Family feelings and relationships don’t dissolve the second divorce attorneys enter the picture, but I can’t help thinking that your mom is using the imagined ‘need’ to figure out Adam’s holiday gift as a device to get you on Team Let’s All Be Very Concerned About Kate & Adam’s Dying Marriage. She knows she’s not supposed to bug Kate or Adam about it, but she’s fretting about the whole matter, and this Holiday Etiquette Question Trojan Horse is a convenient vehicle to carry all of her feelings up to your ramparts.
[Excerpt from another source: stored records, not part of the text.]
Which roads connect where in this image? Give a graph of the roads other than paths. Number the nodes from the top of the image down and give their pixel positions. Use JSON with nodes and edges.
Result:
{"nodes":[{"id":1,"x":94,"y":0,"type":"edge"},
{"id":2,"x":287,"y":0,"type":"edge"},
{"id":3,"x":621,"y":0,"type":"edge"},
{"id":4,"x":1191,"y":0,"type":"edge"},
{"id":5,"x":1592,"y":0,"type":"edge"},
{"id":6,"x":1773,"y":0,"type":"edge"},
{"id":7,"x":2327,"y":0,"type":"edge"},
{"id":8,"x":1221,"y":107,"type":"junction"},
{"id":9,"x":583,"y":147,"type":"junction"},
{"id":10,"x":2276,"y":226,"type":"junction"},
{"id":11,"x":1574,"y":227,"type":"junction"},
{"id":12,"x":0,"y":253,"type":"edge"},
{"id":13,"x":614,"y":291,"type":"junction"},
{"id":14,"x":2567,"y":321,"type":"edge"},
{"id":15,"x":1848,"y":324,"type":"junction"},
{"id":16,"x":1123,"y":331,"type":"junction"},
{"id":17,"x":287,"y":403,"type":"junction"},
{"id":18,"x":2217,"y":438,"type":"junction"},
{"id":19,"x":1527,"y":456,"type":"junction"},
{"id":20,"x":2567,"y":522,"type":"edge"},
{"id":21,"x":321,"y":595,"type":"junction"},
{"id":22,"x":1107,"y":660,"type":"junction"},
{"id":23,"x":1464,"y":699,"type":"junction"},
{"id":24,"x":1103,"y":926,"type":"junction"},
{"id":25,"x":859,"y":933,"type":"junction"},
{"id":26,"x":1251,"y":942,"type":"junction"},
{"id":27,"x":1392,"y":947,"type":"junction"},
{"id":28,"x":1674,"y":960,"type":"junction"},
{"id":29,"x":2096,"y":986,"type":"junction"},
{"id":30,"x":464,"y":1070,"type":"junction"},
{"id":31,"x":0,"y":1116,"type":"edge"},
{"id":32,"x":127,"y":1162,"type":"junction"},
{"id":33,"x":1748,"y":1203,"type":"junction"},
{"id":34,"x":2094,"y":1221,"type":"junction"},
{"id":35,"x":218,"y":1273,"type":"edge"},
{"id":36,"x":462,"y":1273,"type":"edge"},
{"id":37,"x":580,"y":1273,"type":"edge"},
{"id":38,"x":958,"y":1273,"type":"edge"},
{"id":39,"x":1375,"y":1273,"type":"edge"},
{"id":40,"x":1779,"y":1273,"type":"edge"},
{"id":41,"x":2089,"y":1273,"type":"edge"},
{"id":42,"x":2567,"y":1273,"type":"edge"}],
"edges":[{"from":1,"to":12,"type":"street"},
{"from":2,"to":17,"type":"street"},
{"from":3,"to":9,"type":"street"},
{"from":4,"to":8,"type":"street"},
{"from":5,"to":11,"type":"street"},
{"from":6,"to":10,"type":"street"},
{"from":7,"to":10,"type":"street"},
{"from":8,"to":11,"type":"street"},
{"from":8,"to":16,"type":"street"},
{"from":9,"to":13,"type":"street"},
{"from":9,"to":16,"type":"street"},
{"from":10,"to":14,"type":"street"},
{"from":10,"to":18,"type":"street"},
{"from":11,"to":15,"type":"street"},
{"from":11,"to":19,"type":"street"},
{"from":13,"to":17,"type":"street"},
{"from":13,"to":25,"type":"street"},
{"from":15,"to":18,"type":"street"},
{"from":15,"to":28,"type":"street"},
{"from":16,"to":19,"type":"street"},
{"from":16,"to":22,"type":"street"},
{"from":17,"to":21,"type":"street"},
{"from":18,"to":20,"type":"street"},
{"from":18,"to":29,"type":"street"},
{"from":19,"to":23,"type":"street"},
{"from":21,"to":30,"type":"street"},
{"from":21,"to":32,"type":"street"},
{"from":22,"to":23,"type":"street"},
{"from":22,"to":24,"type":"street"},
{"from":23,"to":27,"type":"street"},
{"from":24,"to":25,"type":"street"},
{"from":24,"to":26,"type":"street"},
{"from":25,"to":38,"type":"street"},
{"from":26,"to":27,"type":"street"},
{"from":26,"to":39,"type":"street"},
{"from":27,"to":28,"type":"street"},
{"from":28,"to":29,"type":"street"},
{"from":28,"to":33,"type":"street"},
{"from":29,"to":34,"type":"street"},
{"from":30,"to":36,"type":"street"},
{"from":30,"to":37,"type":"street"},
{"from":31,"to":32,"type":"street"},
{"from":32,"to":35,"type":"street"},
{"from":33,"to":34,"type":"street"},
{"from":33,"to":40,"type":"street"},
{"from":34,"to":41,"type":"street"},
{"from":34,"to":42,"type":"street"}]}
You do not have to open the gates.
I think some variation of “Mom, that’s a nice gesture but I have no earthly clue” or “If I remember correctly he likes to shop at [store]” or “I know everything is awkward right now and you are nice to think of him. Wish I could help but I just don’t know,” is fine. This isn’t really your issue, your mom is going to fret about it no matter what you say or do, Kate and Adam are going to have weird feelings no matter what your mom does (because divorce is a time of weird feelings and holidays just make everything weirder and more feelings-y). In my opinion it’s 100% okay to dodge a deeper discussion here, and it’s my guess that your mom will send Adam a holiday card and maybe some sort of gift-card for a few years both as a kindness to him and as a passive-aggressive reprimand of Kate and then their relationship will naturally peter out if he does not acknowledge or reciprocate or find some kind of vague family/acquaintance equilibrium if he does. Not knowing the dude, I don’t know how to predict how he’ll react to receiving something from your mom this year, and one person’s kind gesture is another person’s awkward and painful reminder.
Say “not my circus, not my monkeys” and “once a gift is given it’s gone” to your reflection eleven times or until you stop worrying about this.